Please set down the data word for word; images do not go in the copy.
*** Record excerpts ***
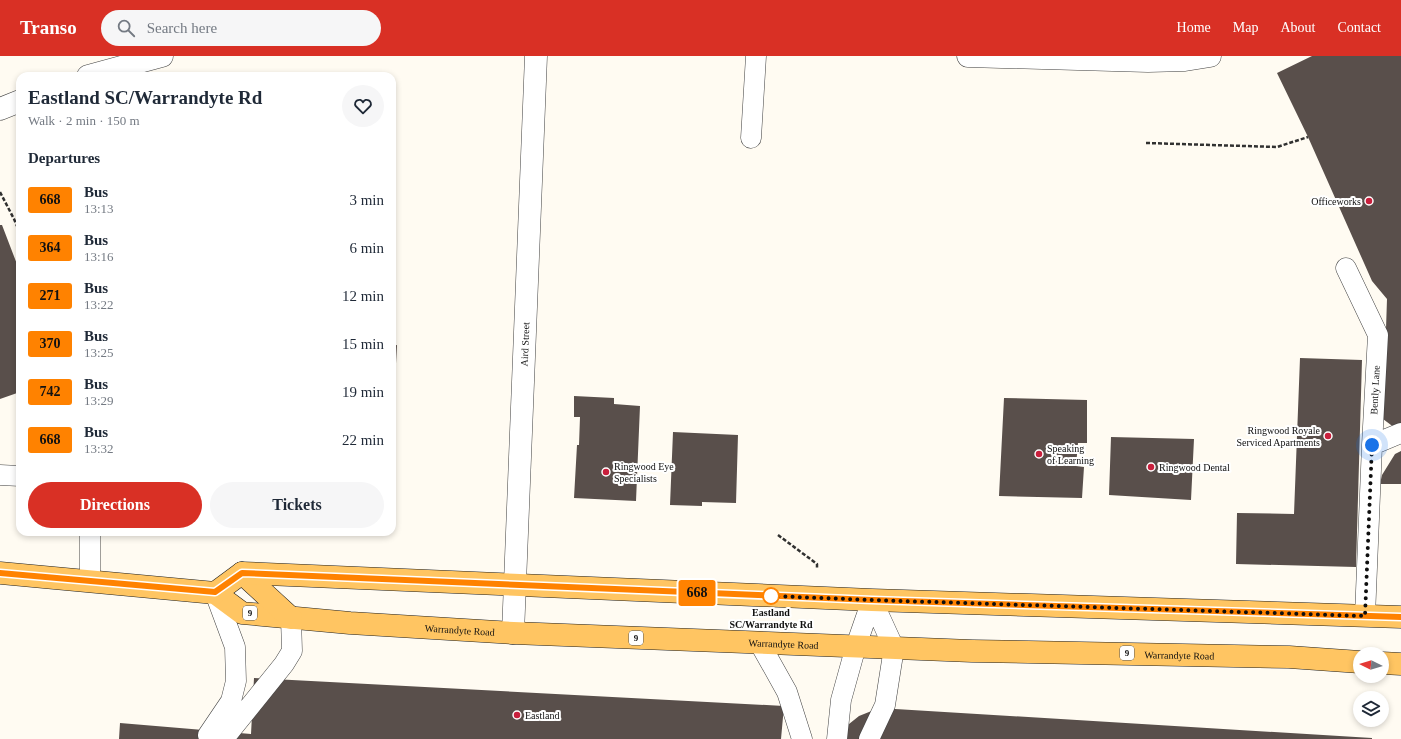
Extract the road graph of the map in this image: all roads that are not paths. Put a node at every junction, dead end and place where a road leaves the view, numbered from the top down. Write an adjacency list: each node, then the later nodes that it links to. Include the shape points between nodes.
1 (162, 56): 6 (street)
2 (536, 56): 19 (street, Aird Street)
3 (756, 56): 9 (lane)
4 (968, 56): 5 (street, via 1148,61)
5 (1210, 56)
6 (103, 72)
7 (16, 103): 8 (street)
8 (0, 109)
9 (751, 138)
10 (1346, 268): 12 (lane, Bently Lane, via 1378,335)
11 (1401, 433): 12 (lane)
12 (1372, 445): 22 (lane, Bently Lane)
13 (0, 474): 14 (lane)
14 (16, 476)
15 (90, 536): 18 (lane)
16 (0, 573): 18 (main road)
17 (242, 573): 19 (main road); 20 (main road); 24 (main road)
18 (90, 581): 20 (main road)
19 (515, 586): 21 (main road); 25 (street, Aird Street)
20 (215, 592): 24 (main road, Warrandyte Road / 9, via 242,612); 24 (lane, via 235,647 236,681 217,735 284,664 292,651)
21 (872, 600): 22 (main road); 27 (lane); 28 (lane)
22 (1365, 616): 23 (main road)
23 (1401, 617)
24 (291, 618): 25 (main road, Warrandyte Road / 9)
25 (513, 633): 26 (main road, Warrandyte Road / 9)
26 (759, 642): 27 (main road, Warrandyte Road / 9); 30 (lane, via 787,692)
27 (856, 646): 28 (main road, Warrandyte Road / 9); 31 (lane, via 841,700)
28 (894, 648): 29 (main road, Warrandyte Road / 9, via 1282,657); 32 (lane, via 885,705)
29 (1353, 662)
30 (802, 739)
31 (837, 739)
32 (869, 739)

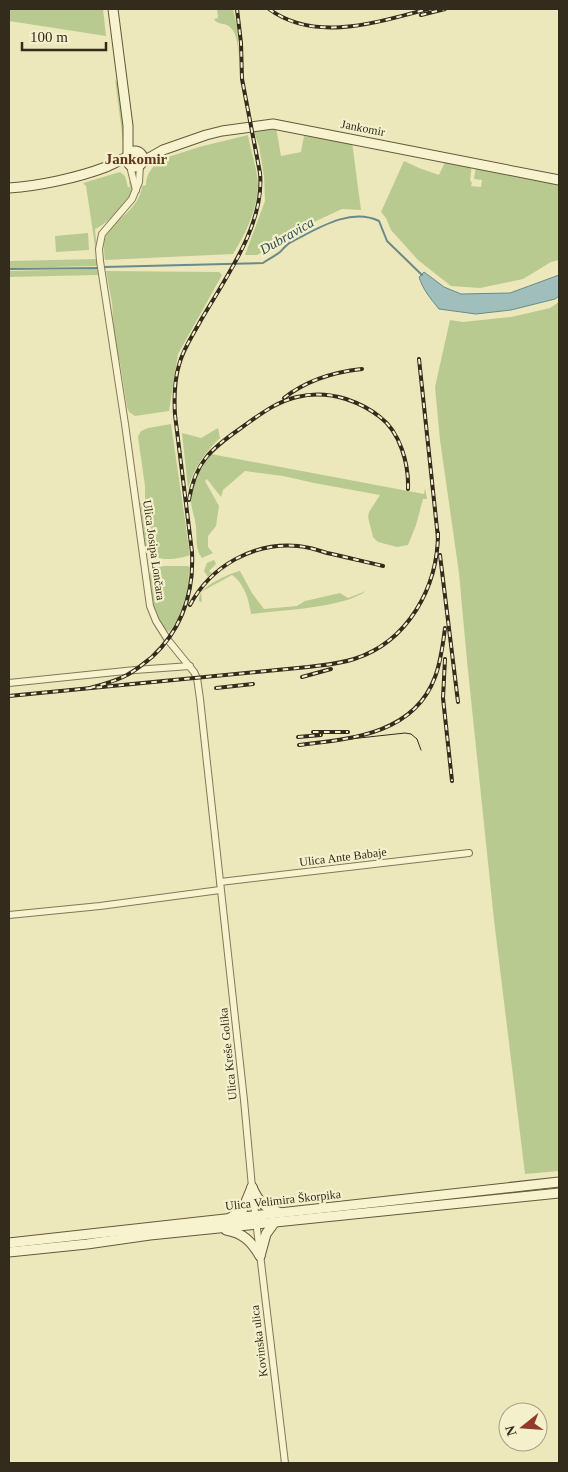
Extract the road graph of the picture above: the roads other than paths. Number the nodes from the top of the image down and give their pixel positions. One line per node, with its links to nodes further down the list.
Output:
*** End of Record excerpts ***
▶ **Solution to the problem**:
Extract the road graph of the map in this image: all roads that are not paths. Put a node at every junction, dead end and place where a road leaves the view, numbered from the top down. Write an adjacency list: each node, then the later nodes that it links to. Include the shape points between nodes.
1 (162, 56): 6 (street)
2 (536, 56): 19 (street, Aird Street)
3 (756, 56): 9 (lane)
4 (968, 56): 5 (street, via 1148,61)
5 (1210, 56)
6 (103, 72)
7 (16, 103): 8 (street)
8 (0, 109)
9 (751, 138)
10 (1346, 268): 12 (lane, Bently Lane, via 1378,335)
11 (1401, 433): 12 (lane)
12 (1372, 445): 22 (lane, Bently Lane)
13 (0, 474): 14 (lane)
14 (16, 476)
15 (90, 536): 18 (lane)
16 (0, 573): 18 (main road)
17 (242, 573): 19 (main road); 20 (main road); 24 (main road)
18 (90, 581): 20 (main road)
19 (515, 586): 21 (main road); 25 (street, Aird Street)
20 (215, 592): 24 (main road, Warrandyte Road / 9, via 242,612); 24 (lane, via 235,647 236,681 217,735 284,664 292,651)
21 (872, 600): 22 (main road); 27 (lane); 28 (lane)
22 (1365, 616): 23 (main road)
23 (1401, 617)
24 (291, 618): 25 (main road, Warrandyte Road / 9)
25 (513, 633): 26 (main road, Warrandyte Road / 9)
26 (759, 642): 27 (main road, Warrandyte Road / 9); 30 (lane, via 787,692)
27 (856, 646): 28 (main road, Warrandyte Road / 9); 31 (lane, via 841,700)
28 (894, 648): 29 (main road, Warrandyte Road / 9, via 1282,657); 32 (lane, via 885,705)
29 (1353, 662)
30 (802, 739)
31 (837, 739)
32 (869, 739)

Extract the road graph of the picture above: the roads other than paths. Number the nodes from the top of the image down and give their pixel positions. One line per node, with its links to nodes further down the list.
Output:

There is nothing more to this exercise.